Collected data
/---

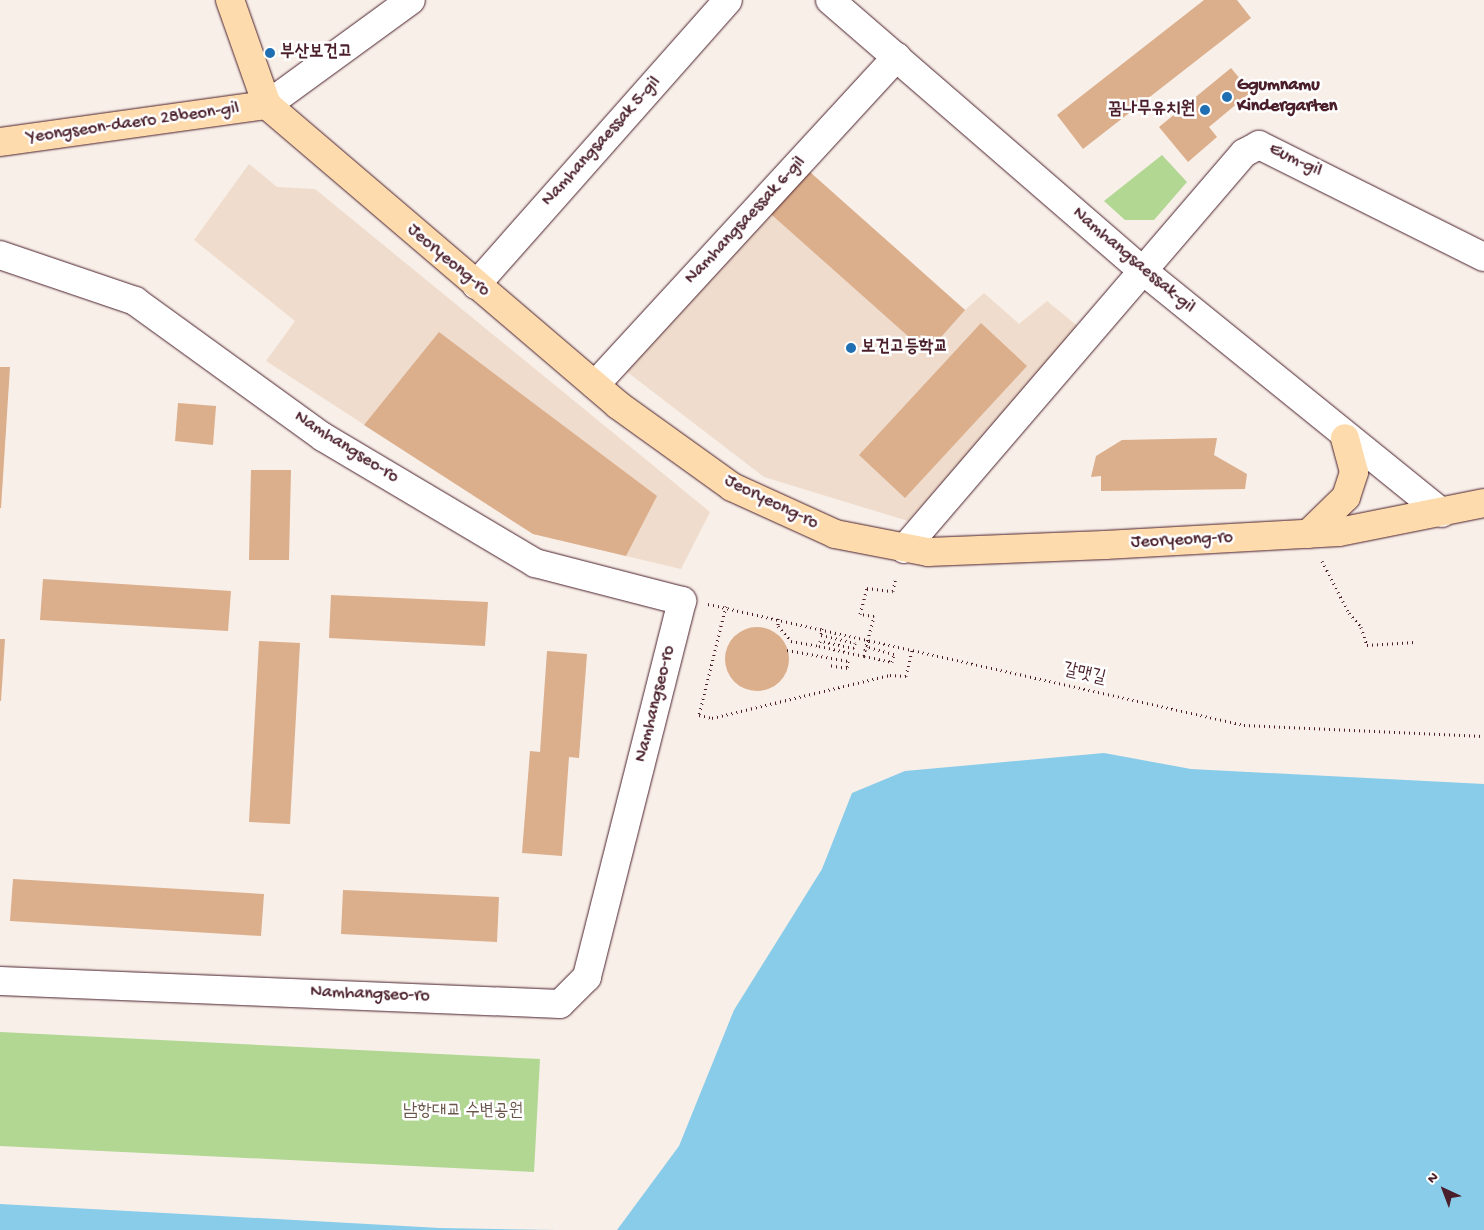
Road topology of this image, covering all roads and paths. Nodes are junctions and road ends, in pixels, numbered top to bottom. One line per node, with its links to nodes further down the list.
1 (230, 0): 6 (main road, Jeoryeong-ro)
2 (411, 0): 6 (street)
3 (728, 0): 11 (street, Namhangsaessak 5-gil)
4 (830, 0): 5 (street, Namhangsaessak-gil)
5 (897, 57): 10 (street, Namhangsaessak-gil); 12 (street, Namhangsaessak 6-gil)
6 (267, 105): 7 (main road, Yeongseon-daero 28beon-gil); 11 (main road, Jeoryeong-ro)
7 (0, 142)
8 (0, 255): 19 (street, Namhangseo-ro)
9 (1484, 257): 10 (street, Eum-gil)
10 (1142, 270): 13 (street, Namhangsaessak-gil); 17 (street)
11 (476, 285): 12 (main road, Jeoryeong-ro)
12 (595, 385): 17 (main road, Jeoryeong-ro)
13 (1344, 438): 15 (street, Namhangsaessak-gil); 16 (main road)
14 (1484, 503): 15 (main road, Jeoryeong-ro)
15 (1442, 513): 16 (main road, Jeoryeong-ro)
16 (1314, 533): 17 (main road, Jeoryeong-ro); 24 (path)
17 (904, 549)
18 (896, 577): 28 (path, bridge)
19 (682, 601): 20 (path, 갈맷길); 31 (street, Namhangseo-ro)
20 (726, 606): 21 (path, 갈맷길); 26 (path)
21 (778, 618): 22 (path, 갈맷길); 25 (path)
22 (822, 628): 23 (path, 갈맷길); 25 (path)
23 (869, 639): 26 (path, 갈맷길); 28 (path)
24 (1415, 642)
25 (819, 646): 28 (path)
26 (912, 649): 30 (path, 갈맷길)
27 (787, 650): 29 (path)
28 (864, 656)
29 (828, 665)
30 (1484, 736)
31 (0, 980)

\---

Activity: Write out every record above exactly as it stands, but leave out the pictures.

Answer space:
Road topology of this image, covering all roads and paths. Nodes are junctions and road ends, in pixels, numbered top to bottom. One line per node, with its links to nodes further down the list.
1 (230, 0): 6 (main road, Jeoryeong-ro)
2 (411, 0): 6 (street)
3 (728, 0): 11 (street, Namhangsaessak 5-gil)
4 (830, 0): 5 (street, Namhangsaessak-gil)
5 (897, 57): 10 (street, Namhangsaessak-gil); 12 (street, Namhangsaessak 6-gil)
6 (267, 105): 7 (main road, Yeongseon-daero 28beon-gil); 11 (main road, Jeoryeong-ro)
7 (0, 142)
8 (0, 255): 19 (street, Namhangseo-ro)
9 (1484, 257): 10 (street, Eum-gil)
10 (1142, 270): 13 (street, Namhangsaessak-gil); 17 (street)
11 (476, 285): 12 (main road, Jeoryeong-ro)
12 (595, 385): 17 (main road, Jeoryeong-ro)
13 (1344, 438): 15 (street, Namhangsaessak-gil); 16 (main road)
14 (1484, 503): 15 (main road, Jeoryeong-ro)
15 (1442, 513): 16 (main road, Jeoryeong-ro)
16 (1314, 533): 17 (main road, Jeoryeong-ro); 24 (path)
17 (904, 549)
18 (896, 577): 28 (path, bridge)
19 (682, 601): 20 (path, 갈맷길); 31 (street, Namhangseo-ro)
20 (726, 606): 21 (path, 갈맷길); 26 (path)
21 (778, 618): 22 (path, 갈맷길); 25 (path)
22 (822, 628): 23 (path, 갈맷길); 25 (path)
23 (869, 639): 26 (path, 갈맷길); 28 (path)
24 (1415, 642)
25 (819, 646): 28 (path)
26 (912, 649): 30 (path, 갈맷길)
27 (787, 650): 29 (path)
28 (864, 656)
29 (828, 665)
30 (1484, 736)
31 (0, 980)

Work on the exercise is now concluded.